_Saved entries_
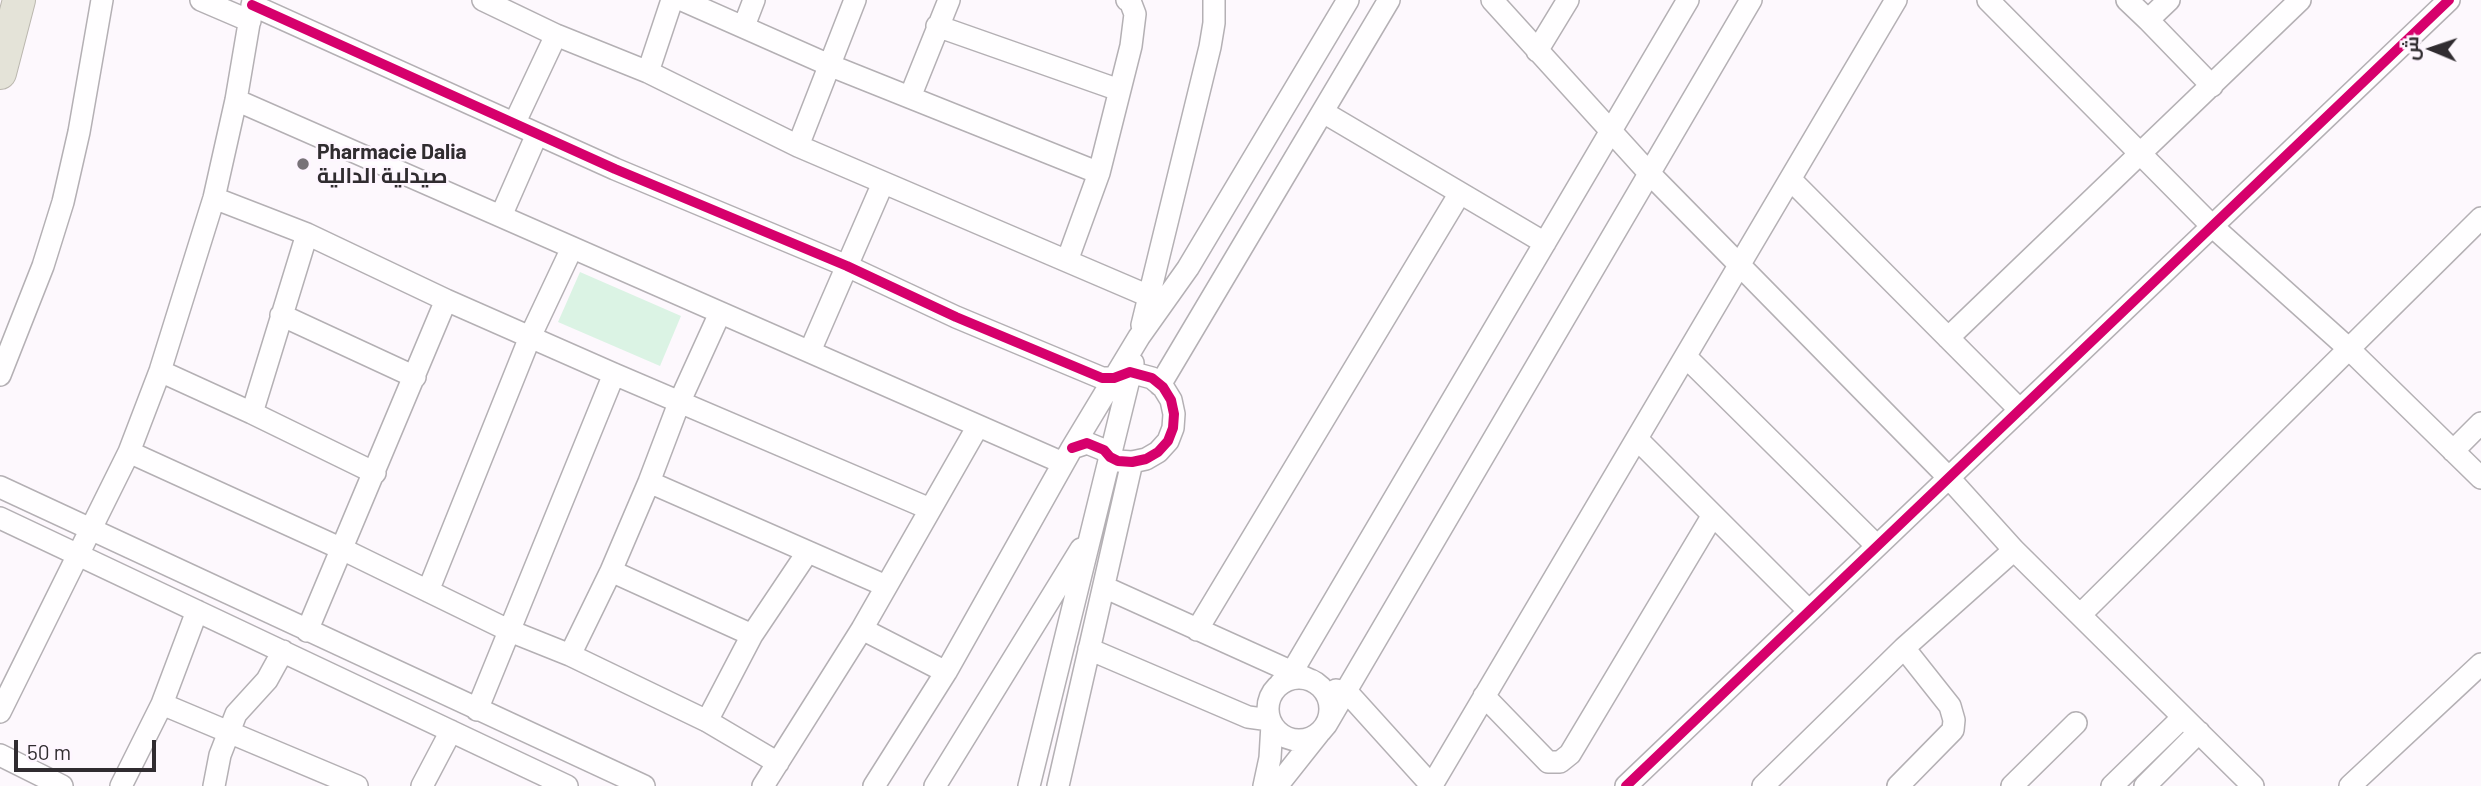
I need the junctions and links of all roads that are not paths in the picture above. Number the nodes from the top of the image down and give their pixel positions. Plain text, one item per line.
1 (102, 0) edge
2 (201, 0) edge
3 (483, 0) edge
4 (672, 0) edge
5 (682, 0) edge
6 (754, 0) edge
7 (855, 0) edge
8 (949, 0) edge
9 (1129, 0) edge
10 (1214, 0) edge
11 (1348, 0) edge
12 (1389, 0) edge
13 (1492, 0) edge
14 (1568, 0) edge
15 (1688, 0) edge
16 (1751, 0) edge
17 (1896, 0) edge
18 (2127, 0) edge
19 (2169, 0) edge
20 (2300, 0) edge
21 (2449, 0) edge
22 (22, 2) edge
23 (1999, 4) edge
24 (251, 9) edge
25 (2148, 20) junction
26 (744, 26) junction
27 (937, 26) junction
28 (555, 35) junction
29 (1538, 51) junction
30 (829, 65) junction
31 (648, 72) junction
32 (0, 73) edge
33 (2212, 86) junction
34 (1119, 90) junction
35 (910, 97) junction
36 (236, 100) junction
37 (1323, 112) junction
38 (514, 122) junction
39 (1611, 132) junction
40 (537, 134) junction
41 (798, 146) junction
42 (2141, 155) junction
43 (1099, 173) junction
44 (1649, 173) junction
45 (1790, 180) junction
46 (883, 183) junction
47 (1460, 193) junction
48 (214, 198) junction
49 (501, 216) junction
50 (2481, 218) edge
51 (2212, 226) junction
52 (307, 234) junction
53 (1545, 243) junction
54 (572, 247) junction
55 (1067, 261) junction
56 (847, 265) junction
57 (1740, 267) junction
58 (1144, 294) dead end
59 (446, 300) junction
60 (720, 313) junction
61 (281, 315) junction
62 (530, 337) junction
63 (1139, 337) junction
64 (1948, 338) junction
65 (2348, 348) junction
66 (810, 351) junction
67 (1686, 357) junction
68 (160, 371) junction
69 (614, 374) junction
70 (0, 375) edge
71 (1122, 375) junction
72 (415, 377) junction
73 (1160, 385) junction
74 (679, 403) junction
75 (2020, 410) junction
76 (252, 412) junction
77 (2481, 424) edge
78 (978, 426) junction
79 (1637, 439) junction
80 (2453, 451) junction
81 (129, 452) junction
82 (1067, 456) junction
83 (1110, 457) junction
84 (1132, 462) junction
85 (2478, 469) edge
86 (375, 473) junction
87 (1949, 478) junction
88 (649, 482) junction
89 (0, 487) edge
90 (930, 509) junction
91 (1713, 514) junction
92 (0, 518) edge
93 (90, 529) junction
94 (1091, 531) junction
95 (1877, 546) junction
96 (342, 549) junction
97 (2014, 550) junction
98 (807, 553) junction
99 (78, 555) junction
100 (611, 571) junction
101 (886, 586) junction
102 (1104, 587) junction
103 (428, 592) junction
104 (197, 611) junction
105 (1809, 611) junction
106 (2080, 615) junction
107 (862, 629) junction
108 (1197, 630) junction
109 (307, 631) junction
110 (510, 631) junction
111 (752, 635) junction
112 (1904, 648) junction
113 (1089, 649) junction
114 (283, 651) junction
115 (570, 655) junction
116 (2481, 664) edge
117 (946, 672) junction
118 (1301, 680) junction
119 (1346, 692) junction
120 (1484, 696) junction
121 (163, 704) junction
122 (477, 710) junction
123 (0, 712) edge
124 (2183, 717) junction
125 (707, 721) junction
126 (1271, 722) junction
127 (2076, 723) dead end
128 (1323, 728) junction
129 (451, 731) junction
130 (2199, 732) junction
131 (229, 733) junction
132 (0, 755) edge
133 (778, 763) junction
134 (527, 777) edge
135 (62, 786) edge
136 (121, 786) edge
137 (214, 786) edge
138 (357, 786) edge
139 (422, 786) edge
140 (567, 786) edge
141 (644, 786) edge
142 (764, 786) edge
143 (874, 786) edge
144 (935, 786) edge
145 (1030, 786) edge
146 (1058, 786) edge
147 (1264, 786) edge
148 (1277, 786) edge
149 (1432, 786) edge
150 (1626, 786) edge
151 (1763, 786) edge
152 (1898, 786) edge
153 (2012, 786) edge
154 (2112, 786) edge
155 (2145, 786) edge
156 (2253, 786) edge
157 (2350, 786) edge

1 - 70 street
2 - 24 street
3 - 28 street
4 - 31 street
5 - 26 street
6 - 26 street
7 - 30 street
8 - 27 street
9 - 34 street
10 - 63 street
11 - 63 street
12 - 37 street
13 - 29 street
14 - 29 street
15 - 39 street
16 - 44 street
17 - 45 street
18 - 25 street
19 - 25 street
20 - 33 street
21 - 51 street
22 - 32 highway
23 - 42 street
24 - 36 street
24 - 38 street
25 - 33 street
26 - 30 street
27 - 34 street
27 - 35 street
28 - 31 street
28 - 38 street
29 - 39 street
30 - 35 street
30 - 41 street
31 - 41 street
33 - 42 street
34 - 43 street
35 - 43 street
36 - 48 street
36 - 49 street
37 - 47 street
37 - 73 street
38 - 40 street
39 - 44 street
39 - 53 street
40 - 49 street
40 - 56 street
41 - 46 street
42 - 51 street
42 - 64 street
43 - 55 street
44 - 57 street
44 - 119 street
45 - 57 street
45 - 64 street
46 - 55 street
46 - 56 street
47 - 53 street
47 - 108 street
48 - 52 street
48 - 68 street
49 - 54 street
50 - 65 street
51 - 65 street
51 - 75 street
52 - 59 street
52 - 61 street
53 - 118 street
54 - 60 street
54 - 62 street
55 - 58 street
56 - 66 street
56 - 71 street
57 - 67 street
57 - 87 street
59 - 62 street
59 - 72 street
60 - 66 street
60 - 74 street
61 - 72 street
61 - 76 street
62 - 69 street
62 - 103 street
63 - 71 street
64 - 75 street
65 - 80 street
65 - 106 street
66 - 78 street
67 - 79 street
67 - 95 street
68 - 76 street
68 - 81 street
69 - 74 street
69 - 110 street
71 - 73 street
71 - 82 street
71 - 83 street
72 - 86 street
73 - 84 street
74 - 88 street
74 - 90 street
75 - 87 street
76 - 86 street
77 - 80 street
78 - 82 street
78 - 90 street
79 - 91 street
79 - 120 street
80 - 85 street
81 - 93 street
81 - 96 street
82 - 83 street
82 - 117 street
83 - 84 street
83 - 94 street
84 - 102 street
86 - 96 street
87 - 95 street
87 - 97 street
88 - 98 street
88 - 100 street
89 - 93 street
90 - 101 street
91 - 105 street
91 - 120 street
92 - 99 street
93 - 99 street
93 - 109 street
94 - 144 street
94 - 145 street
95 - 105 street
96 - 103 street
96 - 109 street
97 - 106 street
97 - 112 street
98 - 101 street
98 - 111 street
99 - 104 street
99 - 123 street
100 - 111 street
100 - 115 street
101 - 107 street
102 - 108 street
102 - 113 street
103 - 110 street
104 - 114 street
104 - 121 street
105 - 150 street
106 - 124 street
107 - 117 street
107 - 133 street
108 - 118 street
109 - 122 street
110 - 115 street
110 - 122 street
111 - 125 street
112 - 151 street
112 - 152 street
113 - 126 street
113 - 146 street
114 - 129 street
114 - 131 street
115 - 125 street
116 - 157 street
117 - 143 street
118 - 119 street
118 - 126 street
118 - 128 street
119 - 128 street
119 - 149 street
120 - 149 street
121 - 131 street
121 - 136 street
122 - 141 street
124 - 130 street
124 - 154 street
125 - 133 street
126 - 128 street
126 - 147 street
127 - 153 street
128 - 148 street
129 - 134 street
129 - 139 street
130 - 155 street
130 - 156 street
131 - 137 street
131 - 138 street
132 - 135 street
133 - 142 street
134 - 140 street

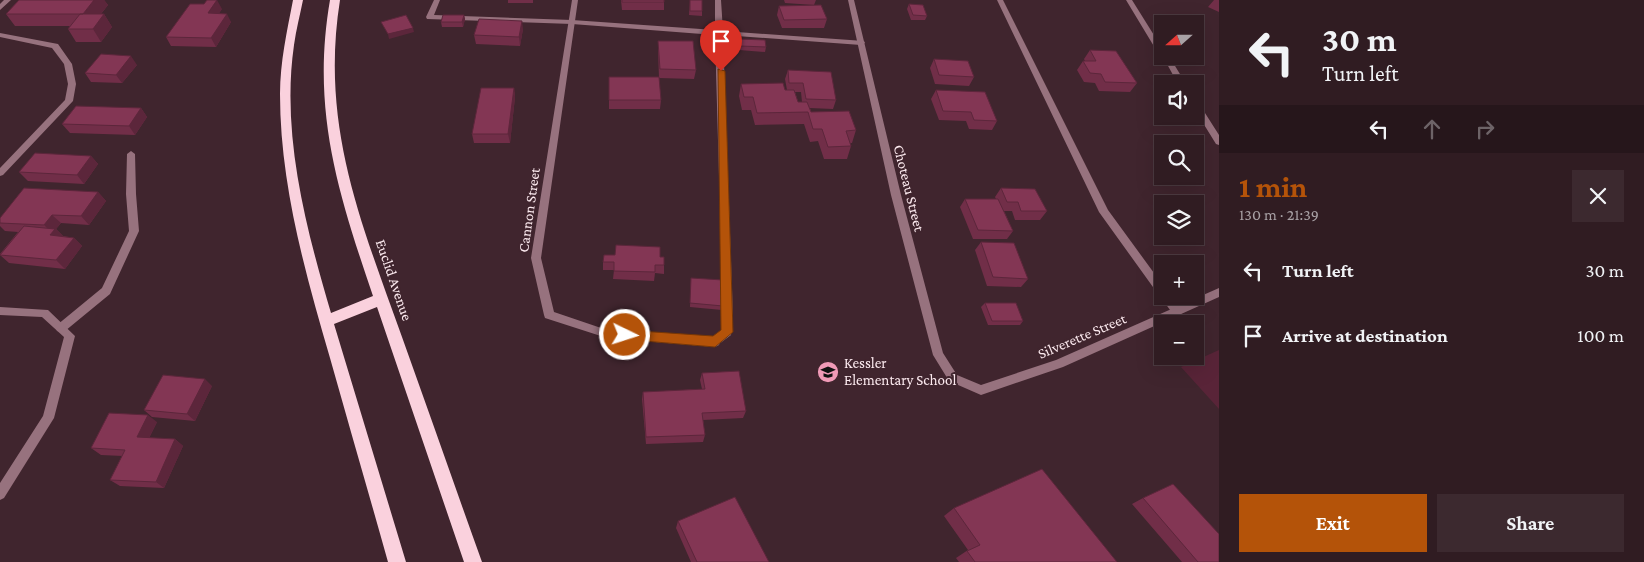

_Work instruction_
Copy out every line of the data where the word "dead" occurs.

_Output for this task_
58 (1144, 294) dead end
127 (2076, 723) dead end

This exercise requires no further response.